--- Data for processing ---
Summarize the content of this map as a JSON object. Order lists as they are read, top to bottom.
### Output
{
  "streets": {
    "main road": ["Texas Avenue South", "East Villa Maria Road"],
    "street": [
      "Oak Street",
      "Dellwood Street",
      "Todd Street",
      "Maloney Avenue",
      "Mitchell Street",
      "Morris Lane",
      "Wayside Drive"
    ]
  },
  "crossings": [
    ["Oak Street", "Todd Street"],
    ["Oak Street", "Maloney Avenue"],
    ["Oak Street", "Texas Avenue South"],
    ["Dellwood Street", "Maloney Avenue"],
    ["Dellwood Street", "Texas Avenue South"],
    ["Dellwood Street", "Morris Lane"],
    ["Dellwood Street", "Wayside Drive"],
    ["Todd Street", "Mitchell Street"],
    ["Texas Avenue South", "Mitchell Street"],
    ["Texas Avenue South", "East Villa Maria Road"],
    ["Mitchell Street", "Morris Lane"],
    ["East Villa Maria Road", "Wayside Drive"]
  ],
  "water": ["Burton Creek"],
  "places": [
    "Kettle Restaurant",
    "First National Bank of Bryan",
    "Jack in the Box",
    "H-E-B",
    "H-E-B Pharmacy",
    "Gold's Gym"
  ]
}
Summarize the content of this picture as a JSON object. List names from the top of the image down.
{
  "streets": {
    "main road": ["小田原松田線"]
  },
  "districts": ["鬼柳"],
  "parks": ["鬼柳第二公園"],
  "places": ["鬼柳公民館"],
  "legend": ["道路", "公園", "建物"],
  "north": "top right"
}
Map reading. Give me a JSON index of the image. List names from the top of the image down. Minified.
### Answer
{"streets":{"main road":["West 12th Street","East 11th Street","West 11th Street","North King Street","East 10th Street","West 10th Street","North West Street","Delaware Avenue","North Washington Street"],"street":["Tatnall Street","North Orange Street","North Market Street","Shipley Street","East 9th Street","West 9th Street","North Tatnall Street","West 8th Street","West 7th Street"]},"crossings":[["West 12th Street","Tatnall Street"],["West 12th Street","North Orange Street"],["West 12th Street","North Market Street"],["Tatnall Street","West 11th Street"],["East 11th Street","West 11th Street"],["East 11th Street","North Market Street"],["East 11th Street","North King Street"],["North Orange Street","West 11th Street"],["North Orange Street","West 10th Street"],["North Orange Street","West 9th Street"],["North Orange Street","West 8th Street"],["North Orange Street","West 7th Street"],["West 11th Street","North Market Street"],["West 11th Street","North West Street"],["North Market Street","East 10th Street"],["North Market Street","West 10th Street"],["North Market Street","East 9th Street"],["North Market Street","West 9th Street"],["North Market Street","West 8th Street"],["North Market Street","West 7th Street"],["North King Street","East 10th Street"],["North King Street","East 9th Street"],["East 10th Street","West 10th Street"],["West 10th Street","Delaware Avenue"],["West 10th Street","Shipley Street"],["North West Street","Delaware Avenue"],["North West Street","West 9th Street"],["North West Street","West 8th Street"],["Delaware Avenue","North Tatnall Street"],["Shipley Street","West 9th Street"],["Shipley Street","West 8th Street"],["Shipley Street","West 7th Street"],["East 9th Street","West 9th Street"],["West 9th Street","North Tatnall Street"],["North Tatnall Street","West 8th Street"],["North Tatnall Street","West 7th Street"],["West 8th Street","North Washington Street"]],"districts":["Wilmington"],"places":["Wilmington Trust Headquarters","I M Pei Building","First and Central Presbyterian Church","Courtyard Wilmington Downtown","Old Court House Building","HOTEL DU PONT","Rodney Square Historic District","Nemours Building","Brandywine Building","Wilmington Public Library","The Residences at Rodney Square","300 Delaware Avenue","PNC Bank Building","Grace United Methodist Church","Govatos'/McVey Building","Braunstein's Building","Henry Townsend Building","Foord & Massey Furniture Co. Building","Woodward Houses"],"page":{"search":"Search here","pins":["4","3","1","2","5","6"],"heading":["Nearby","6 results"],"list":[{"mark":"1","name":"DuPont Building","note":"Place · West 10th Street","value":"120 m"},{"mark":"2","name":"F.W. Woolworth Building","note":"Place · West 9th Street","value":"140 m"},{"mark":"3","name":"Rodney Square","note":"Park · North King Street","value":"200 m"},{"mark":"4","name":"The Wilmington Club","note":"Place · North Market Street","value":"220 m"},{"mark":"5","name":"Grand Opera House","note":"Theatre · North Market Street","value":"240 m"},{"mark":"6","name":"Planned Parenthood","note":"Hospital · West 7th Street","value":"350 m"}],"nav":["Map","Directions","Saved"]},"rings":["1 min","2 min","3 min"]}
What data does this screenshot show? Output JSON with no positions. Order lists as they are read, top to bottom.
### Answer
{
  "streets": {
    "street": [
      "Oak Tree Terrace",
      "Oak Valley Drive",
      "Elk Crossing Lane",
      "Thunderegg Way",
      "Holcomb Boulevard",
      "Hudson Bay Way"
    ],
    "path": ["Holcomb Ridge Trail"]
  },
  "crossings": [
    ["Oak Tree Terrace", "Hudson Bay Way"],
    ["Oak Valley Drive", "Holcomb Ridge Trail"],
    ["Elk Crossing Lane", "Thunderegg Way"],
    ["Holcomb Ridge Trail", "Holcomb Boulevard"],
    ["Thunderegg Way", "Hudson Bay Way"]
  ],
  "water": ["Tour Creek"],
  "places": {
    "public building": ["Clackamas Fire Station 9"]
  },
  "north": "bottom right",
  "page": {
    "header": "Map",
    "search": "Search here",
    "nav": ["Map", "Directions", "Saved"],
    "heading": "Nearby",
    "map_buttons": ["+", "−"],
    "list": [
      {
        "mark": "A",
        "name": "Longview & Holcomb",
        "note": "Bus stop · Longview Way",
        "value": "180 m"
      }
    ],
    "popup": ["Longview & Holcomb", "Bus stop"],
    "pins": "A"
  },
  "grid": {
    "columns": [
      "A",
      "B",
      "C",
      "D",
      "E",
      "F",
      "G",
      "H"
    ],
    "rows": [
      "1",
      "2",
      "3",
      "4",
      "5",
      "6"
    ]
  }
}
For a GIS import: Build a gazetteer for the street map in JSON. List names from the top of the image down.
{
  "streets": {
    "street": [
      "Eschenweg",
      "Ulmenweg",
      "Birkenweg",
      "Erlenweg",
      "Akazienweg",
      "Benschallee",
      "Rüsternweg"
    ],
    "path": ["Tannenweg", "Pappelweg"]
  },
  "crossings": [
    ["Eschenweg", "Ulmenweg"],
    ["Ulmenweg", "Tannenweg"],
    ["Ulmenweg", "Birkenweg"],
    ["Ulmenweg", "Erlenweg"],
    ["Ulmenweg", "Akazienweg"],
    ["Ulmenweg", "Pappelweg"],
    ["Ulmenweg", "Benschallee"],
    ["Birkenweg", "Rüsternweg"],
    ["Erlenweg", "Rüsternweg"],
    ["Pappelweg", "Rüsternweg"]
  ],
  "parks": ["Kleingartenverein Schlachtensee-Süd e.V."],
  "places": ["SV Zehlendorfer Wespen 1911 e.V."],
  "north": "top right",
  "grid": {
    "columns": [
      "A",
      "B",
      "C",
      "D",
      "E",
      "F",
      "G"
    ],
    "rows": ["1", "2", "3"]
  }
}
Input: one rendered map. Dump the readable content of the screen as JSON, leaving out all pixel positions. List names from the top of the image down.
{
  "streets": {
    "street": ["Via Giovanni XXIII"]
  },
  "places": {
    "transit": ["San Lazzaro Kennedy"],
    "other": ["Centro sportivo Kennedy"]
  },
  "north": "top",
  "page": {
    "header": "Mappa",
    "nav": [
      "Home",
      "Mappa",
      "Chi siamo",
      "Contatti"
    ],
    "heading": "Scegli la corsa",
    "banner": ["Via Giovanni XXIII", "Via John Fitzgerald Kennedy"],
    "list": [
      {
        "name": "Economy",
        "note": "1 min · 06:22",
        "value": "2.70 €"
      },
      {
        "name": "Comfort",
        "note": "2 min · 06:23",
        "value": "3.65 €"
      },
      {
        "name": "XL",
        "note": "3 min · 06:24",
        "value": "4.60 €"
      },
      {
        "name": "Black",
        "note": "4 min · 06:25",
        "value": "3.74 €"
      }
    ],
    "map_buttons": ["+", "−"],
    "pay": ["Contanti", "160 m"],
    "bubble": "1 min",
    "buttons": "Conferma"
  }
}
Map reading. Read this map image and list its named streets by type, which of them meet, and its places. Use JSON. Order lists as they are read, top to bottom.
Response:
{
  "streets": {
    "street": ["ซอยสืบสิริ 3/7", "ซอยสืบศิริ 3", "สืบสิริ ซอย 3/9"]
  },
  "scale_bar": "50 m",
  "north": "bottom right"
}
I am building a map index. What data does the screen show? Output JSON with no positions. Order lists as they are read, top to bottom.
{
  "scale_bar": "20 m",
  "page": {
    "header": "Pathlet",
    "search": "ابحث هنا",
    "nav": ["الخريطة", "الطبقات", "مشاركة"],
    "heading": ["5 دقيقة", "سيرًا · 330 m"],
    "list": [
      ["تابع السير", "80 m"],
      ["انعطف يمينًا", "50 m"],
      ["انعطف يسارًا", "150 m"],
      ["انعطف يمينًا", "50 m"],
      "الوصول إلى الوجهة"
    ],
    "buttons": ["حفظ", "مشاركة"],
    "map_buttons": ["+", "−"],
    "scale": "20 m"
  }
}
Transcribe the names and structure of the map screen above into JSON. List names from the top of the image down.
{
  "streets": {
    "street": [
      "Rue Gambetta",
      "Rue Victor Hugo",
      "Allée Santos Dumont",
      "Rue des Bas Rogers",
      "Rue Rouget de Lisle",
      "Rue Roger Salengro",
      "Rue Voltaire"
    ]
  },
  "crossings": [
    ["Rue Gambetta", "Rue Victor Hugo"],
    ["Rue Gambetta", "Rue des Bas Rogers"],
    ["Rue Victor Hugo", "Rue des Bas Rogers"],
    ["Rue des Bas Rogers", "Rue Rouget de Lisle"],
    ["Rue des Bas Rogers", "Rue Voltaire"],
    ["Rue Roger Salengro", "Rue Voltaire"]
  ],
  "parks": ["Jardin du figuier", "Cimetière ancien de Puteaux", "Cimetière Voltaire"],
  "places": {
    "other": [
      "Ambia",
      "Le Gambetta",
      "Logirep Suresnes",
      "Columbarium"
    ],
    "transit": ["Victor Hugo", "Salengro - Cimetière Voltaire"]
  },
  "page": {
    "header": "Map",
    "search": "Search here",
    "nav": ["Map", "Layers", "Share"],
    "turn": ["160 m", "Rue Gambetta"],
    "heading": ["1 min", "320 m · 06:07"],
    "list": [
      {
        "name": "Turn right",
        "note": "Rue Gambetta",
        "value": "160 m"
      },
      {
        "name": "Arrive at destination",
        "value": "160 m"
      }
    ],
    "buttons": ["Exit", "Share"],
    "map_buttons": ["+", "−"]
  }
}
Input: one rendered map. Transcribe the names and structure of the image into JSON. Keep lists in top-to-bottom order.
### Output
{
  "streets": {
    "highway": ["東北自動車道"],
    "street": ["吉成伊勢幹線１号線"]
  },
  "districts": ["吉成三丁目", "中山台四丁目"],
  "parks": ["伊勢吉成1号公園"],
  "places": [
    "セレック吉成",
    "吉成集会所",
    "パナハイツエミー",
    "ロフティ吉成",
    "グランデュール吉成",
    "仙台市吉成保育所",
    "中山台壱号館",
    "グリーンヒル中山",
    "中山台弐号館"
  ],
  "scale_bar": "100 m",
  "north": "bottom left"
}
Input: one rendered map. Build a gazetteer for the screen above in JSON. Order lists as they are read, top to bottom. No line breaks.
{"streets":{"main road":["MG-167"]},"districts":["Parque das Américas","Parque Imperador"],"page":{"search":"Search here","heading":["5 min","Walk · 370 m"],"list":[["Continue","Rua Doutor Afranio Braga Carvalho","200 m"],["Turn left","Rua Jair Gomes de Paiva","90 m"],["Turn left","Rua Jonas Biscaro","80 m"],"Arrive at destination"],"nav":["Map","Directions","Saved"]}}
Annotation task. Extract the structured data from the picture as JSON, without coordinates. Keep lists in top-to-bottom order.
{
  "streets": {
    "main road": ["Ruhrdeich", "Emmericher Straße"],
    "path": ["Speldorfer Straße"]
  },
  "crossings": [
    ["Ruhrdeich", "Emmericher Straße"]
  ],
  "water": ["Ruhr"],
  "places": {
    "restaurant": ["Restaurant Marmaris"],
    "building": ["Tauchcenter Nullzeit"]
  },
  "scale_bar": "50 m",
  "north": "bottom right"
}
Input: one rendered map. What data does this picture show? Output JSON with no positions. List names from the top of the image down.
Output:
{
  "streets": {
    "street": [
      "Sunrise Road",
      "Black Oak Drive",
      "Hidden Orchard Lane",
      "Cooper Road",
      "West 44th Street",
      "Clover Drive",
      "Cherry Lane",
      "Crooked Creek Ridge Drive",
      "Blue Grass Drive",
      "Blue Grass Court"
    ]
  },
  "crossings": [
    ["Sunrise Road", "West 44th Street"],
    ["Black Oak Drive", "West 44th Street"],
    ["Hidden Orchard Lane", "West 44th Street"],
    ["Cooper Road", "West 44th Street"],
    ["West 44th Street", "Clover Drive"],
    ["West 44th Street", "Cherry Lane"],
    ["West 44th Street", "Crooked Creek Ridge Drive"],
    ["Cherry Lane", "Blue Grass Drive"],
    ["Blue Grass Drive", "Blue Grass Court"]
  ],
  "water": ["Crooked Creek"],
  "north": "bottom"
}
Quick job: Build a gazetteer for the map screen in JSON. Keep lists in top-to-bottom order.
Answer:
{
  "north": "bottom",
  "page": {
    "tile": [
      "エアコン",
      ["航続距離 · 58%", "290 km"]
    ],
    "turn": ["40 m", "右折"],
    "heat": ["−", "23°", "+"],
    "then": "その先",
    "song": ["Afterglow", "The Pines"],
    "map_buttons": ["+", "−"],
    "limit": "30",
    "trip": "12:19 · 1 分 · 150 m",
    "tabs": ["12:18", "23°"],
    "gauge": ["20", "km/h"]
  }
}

--- Work instruction ---
Word for word, restate the data above from its first line down to and including the line with "Map reading. Give".

--- Task output ---
Summarize the content of this map as a JSON object. Order lists as they are read, top to bottom.
### Output
{
  "streets": {
    "main road": ["Texas Avenue South", "East Villa Maria Road"],
    "street": [
      "Oak Street",
      "Dellwood Street",
      "Todd Street",
      "Maloney Avenue",
      "Mitchell Street",
      "Morris Lane",
      "Wayside Drive"
    ]
  },
  "crossings": [
    ["Oak Street", "Todd Street"],
    ["Oak Street", "Maloney Avenue"],
    ["Oak Street", "Texas Avenue South"],
    ["Dellwood Street", "Maloney Avenue"],
    ["Dellwood Street", "Texas Avenue South"],
    ["Dellwood Street", "Morris Lane"],
    ["Dellwood Street", "Wayside Drive"],
    ["Todd Street", "Mitchell Street"],
    ["Texas Avenue South", "Mitchell Street"],
    ["Texas Avenue South", "East Villa Maria Road"],
    ["Mitchell Street", "Morris Lane"],
    ["East Villa Maria Road", "Wayside Drive"]
  ],
  "water": ["Burton Creek"],
  "places": [
    "Kettle Restaurant",
    "First National Bank of Bryan",
    "Jack in the Box",
    "H-E-B",
    "H-E-B Pharmacy",
    "Gold's Gym"
  ]
}
Summarize the content of this picture as a JSON object. List names from the top of the image down.
{
  "streets": {
    "main road": ["小田原松田線"]
  },
  "districts": ["鬼柳"],
  "parks": ["鬼柳第二公園"],
  "places": ["鬼柳公民館"],
  "legend": ["道路", "公園", "建物"],
  "north": "top right"
}
Map reading. Give me a JSON index of the image. List names from the top of the image down. Minified.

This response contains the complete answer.